|Reviews for A Field of Black and Red|
| wilko4523 chapter 1 . 1/19/2007
wow one of ur best that ive read so far-i especially like this bit - is there any chance that i might be able to take some of it and use it for inspiration in one of my poems-i wont use till i get an awnser lol thanx (plz say yes lol) charlie
"Briefly sought, countless
More—greet the temptress.
The darkness parts, hopeful
In a portrait of black.
Fleeting grace of silence
Bask, in a pale clarity
Replied in turn,
With another stroke, to end"
| ChildeOfChaos chapter 1 . 1/9/2007
Another amazing poem. You really know how to make a reader see what you're saying. The last five lines are great and a perfect way to bring the poem to a close (the thing I always seem to struggle with). This is certainly one of my favorites!
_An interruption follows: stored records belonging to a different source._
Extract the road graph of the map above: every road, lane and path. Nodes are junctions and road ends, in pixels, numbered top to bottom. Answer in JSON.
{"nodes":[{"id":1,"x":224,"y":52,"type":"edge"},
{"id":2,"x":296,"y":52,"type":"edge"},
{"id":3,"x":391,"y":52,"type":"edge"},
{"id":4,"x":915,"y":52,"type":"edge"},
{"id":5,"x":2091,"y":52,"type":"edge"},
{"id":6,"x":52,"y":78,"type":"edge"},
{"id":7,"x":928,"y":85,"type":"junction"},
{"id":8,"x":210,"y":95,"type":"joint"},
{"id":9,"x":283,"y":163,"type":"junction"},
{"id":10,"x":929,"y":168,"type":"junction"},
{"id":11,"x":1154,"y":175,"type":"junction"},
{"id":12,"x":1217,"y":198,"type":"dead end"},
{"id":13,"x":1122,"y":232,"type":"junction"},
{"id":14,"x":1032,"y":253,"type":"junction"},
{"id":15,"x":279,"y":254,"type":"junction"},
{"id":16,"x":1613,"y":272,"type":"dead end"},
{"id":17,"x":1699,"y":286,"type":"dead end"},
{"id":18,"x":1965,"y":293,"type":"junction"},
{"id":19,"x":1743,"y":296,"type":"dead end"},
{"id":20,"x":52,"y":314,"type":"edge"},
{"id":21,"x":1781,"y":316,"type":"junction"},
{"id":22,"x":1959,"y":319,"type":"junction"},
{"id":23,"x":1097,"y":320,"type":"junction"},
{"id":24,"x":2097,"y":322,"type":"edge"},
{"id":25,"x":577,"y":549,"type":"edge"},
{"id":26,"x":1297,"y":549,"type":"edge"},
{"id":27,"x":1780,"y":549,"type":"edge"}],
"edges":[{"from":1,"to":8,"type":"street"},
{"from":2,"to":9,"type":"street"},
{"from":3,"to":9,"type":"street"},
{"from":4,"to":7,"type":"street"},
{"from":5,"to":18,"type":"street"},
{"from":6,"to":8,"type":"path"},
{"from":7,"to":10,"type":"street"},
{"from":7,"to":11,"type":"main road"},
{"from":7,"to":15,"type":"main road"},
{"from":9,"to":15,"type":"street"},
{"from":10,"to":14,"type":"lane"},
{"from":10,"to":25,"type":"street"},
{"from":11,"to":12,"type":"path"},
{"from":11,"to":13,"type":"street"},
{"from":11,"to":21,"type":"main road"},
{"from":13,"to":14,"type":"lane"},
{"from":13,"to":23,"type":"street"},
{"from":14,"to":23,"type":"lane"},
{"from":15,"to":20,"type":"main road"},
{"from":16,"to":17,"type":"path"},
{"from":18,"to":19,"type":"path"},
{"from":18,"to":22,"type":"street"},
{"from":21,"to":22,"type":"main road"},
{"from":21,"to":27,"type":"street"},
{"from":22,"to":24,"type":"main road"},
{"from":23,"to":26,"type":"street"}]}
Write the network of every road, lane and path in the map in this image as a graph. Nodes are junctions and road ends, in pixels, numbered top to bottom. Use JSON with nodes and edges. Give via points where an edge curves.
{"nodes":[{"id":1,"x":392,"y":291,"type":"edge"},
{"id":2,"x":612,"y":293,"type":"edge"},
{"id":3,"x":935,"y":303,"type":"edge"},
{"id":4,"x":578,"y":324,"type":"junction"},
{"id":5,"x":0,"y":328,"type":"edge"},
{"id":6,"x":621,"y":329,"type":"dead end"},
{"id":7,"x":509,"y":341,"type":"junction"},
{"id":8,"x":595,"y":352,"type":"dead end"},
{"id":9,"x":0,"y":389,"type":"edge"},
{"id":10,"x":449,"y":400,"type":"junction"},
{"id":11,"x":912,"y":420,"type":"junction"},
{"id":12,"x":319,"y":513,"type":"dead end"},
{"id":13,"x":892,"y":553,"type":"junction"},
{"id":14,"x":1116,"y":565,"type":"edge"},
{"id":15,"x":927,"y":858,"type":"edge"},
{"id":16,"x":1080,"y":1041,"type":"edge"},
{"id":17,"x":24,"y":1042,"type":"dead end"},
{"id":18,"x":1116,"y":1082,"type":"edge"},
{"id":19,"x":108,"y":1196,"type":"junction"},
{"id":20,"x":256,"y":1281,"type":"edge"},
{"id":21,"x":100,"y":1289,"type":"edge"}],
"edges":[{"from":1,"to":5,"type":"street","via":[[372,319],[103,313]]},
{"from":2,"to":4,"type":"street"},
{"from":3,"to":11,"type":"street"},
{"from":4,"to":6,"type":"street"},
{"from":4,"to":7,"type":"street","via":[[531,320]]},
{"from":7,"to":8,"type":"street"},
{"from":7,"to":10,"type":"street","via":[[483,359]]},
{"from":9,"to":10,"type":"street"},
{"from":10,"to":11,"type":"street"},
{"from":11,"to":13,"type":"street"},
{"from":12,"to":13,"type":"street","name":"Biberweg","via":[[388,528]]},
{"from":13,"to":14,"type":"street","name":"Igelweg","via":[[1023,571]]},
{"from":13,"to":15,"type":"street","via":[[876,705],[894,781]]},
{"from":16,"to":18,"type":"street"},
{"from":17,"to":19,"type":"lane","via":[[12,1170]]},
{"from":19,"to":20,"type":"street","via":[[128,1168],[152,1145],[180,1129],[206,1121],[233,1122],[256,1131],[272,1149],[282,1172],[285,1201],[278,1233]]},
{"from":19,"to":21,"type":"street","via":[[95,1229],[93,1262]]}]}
| Inkspilled chapter 1 . 1/3/2007
You seem like someone that gets reviews by reviewing(i.e. First person that R&R this poem). Nice summary! XD Thanks for the R&R, I just made it because of a real experience, so I wasn't expecting it to be an awesome poem, just a jumble of emotions.
Enough yapping, onto YOUR poem (_
| poet tree chapter 1 . 1/2/2007
Ooh, very mystical. I am not entirely sure what it means but the imagery presented is wonderful. My only little problem is the line To meet unwilling mortality/And face…his. I don't understand what the periods (I completely blanked on the actual term for them) is for. It seems to add unneccassary pause in the poem that disrupts its rhythm. Other than that, sheesh it's fantastic.
Oh, and thanks for the critique on my poem. That was exactly what was wrong with it when I read it aloud; I just couldn't see it.